TASK DIRECTIONS. Extract exactly the lines from the top of the records through the line containing "middle mcp: (824, 762)", and keep pictures out of the copy.

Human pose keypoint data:
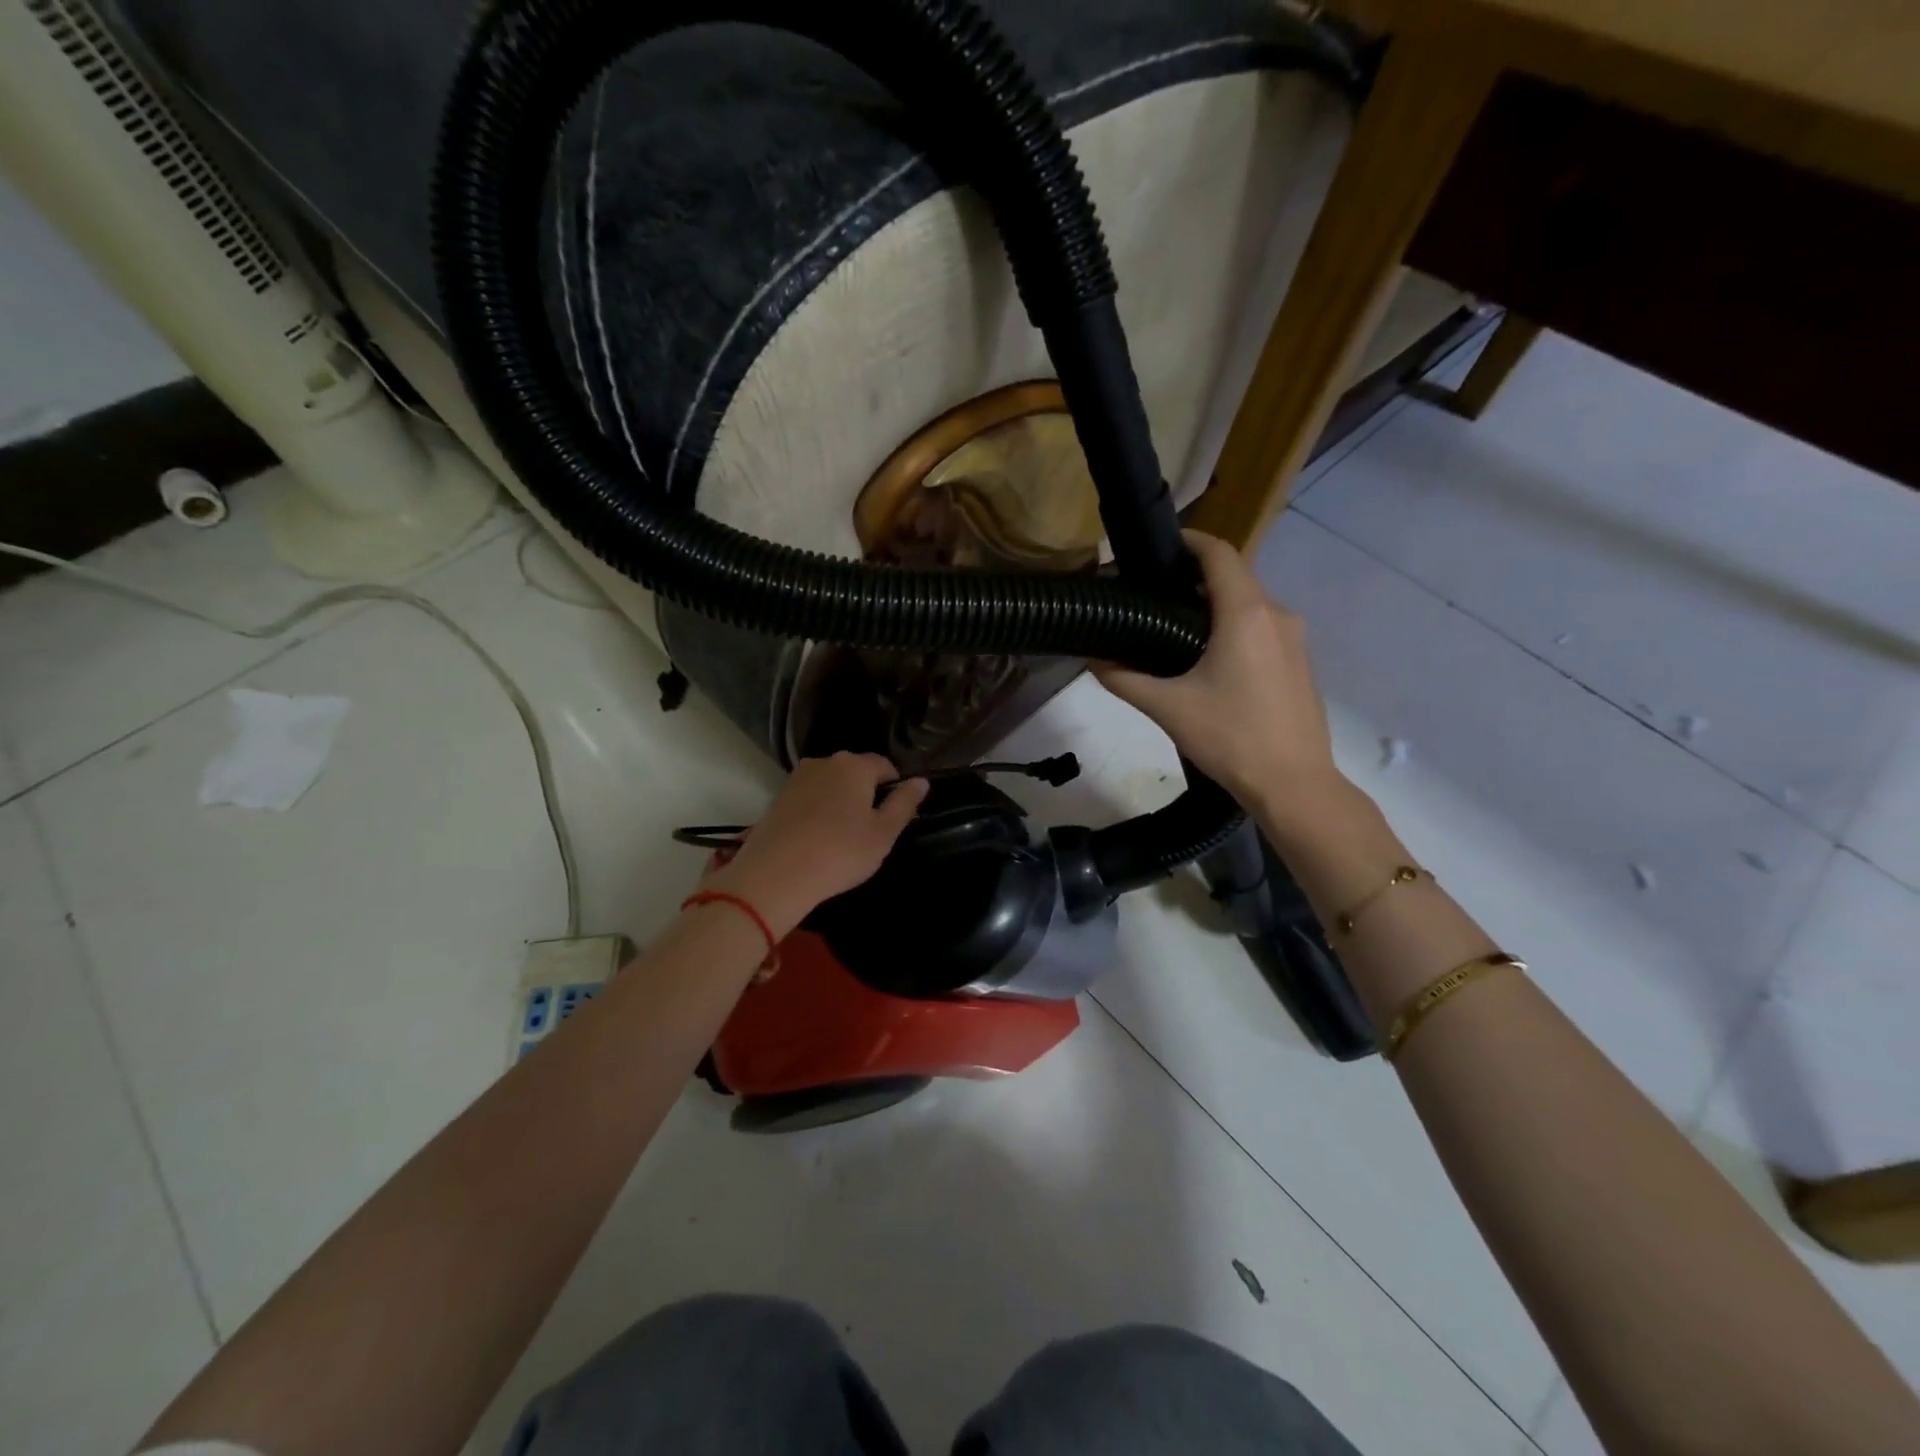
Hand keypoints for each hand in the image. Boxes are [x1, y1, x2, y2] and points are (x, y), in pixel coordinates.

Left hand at [705, 753, 928, 937]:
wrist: (776, 875)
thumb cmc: (840, 852)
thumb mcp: (883, 833)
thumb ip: (904, 803)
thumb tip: (921, 781)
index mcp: (854, 766)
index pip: (885, 765)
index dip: (895, 788)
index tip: (894, 816)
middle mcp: (824, 762)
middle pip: (855, 772)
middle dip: (866, 793)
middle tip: (870, 830)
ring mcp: (796, 779)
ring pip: (830, 785)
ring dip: (839, 802)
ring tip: (841, 837)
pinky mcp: (777, 799)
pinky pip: (809, 799)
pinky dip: (817, 812)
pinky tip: (816, 839)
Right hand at [1095, 531, 1345, 825]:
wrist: (1294, 785)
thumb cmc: (1231, 738)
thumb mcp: (1168, 708)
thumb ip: (1124, 678)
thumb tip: (1092, 660)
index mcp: (1246, 613)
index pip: (1218, 553)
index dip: (1188, 541)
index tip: (1156, 549)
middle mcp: (1277, 614)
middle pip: (1234, 576)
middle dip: (1195, 576)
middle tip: (1152, 594)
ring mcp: (1294, 639)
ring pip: (1250, 603)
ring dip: (1215, 604)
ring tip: (1173, 627)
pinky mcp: (1299, 663)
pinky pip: (1263, 627)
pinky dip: (1234, 627)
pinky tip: (1208, 659)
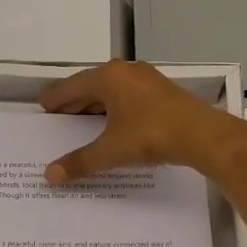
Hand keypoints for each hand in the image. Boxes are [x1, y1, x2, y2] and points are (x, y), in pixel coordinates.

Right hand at [41, 59, 246, 182]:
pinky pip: (129, 96)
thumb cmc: (151, 136)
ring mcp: (147, 79)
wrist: (203, 135)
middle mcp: (126, 71)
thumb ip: (80, 162)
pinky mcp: (163, 92)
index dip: (56, 98)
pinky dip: (115, 108)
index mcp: (108, 77)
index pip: (72, 85)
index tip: (43, 106)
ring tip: (83, 122)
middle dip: (75, 101)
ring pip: (112, 90)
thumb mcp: (111, 151)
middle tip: (59, 117)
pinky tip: (114, 124)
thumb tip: (49, 175)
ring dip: (96, 105)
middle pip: (91, 85)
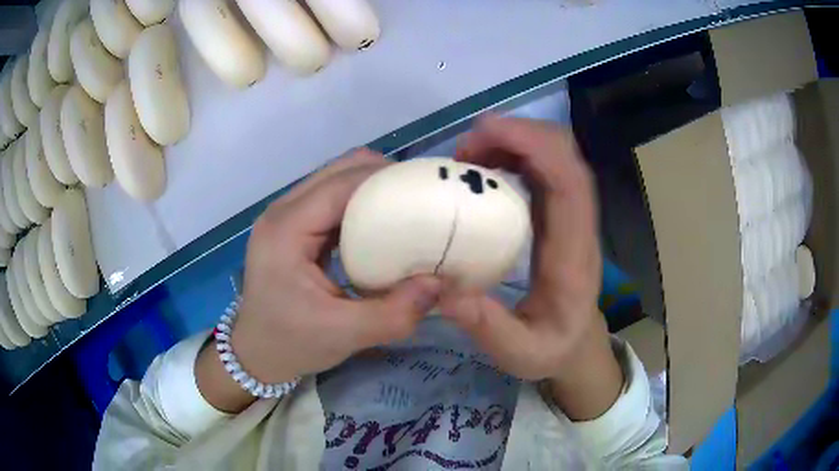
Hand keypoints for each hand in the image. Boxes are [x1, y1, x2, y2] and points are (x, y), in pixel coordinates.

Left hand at [196, 150, 441, 412]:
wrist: (255, 353)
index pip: (341, 186)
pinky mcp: (293, 225)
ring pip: (336, 179)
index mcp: (286, 229)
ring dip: (372, 187)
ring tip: (406, 209)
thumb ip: (394, 313)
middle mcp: (283, 211)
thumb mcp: (344, 335)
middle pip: (338, 170)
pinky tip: (380, 225)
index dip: (386, 180)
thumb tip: (439, 283)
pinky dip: (360, 203)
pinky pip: (332, 198)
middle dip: (383, 177)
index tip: (427, 191)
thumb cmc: (291, 343)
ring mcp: (285, 215)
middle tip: (420, 200)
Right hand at [440, 116, 622, 419]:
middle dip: (516, 134)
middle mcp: (577, 222)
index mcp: (573, 252)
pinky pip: (541, 168)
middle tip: (463, 150)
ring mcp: (568, 214)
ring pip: (553, 154)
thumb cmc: (553, 348)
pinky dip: (512, 155)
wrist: (577, 343)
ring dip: (512, 140)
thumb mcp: (520, 353)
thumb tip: (444, 290)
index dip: (533, 144)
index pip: (568, 180)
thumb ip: (488, 327)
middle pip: (563, 153)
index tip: (484, 133)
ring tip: (466, 156)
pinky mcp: (557, 214)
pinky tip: (481, 170)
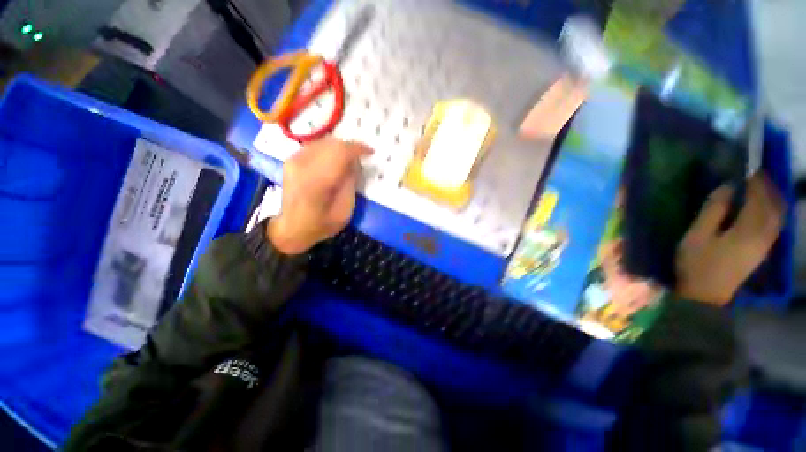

OUTPUT BELOW.
Hand keypoints for each hand in the image. Boxes are [x1, y1, x2, y2] and points are (x, y), in pixel coordinates.

Left hand at [705, 753, 928, 937]:
wrist: (776, 875)
thumb cmc: (840, 852)
thumb mcp: (883, 833)
thumb ip: (904, 803)
thumb tip: (921, 781)
index mcp: (854, 766)
index pip: (885, 765)
index dip: (895, 788)
index tip: (894, 816)
middle mcp: (824, 762)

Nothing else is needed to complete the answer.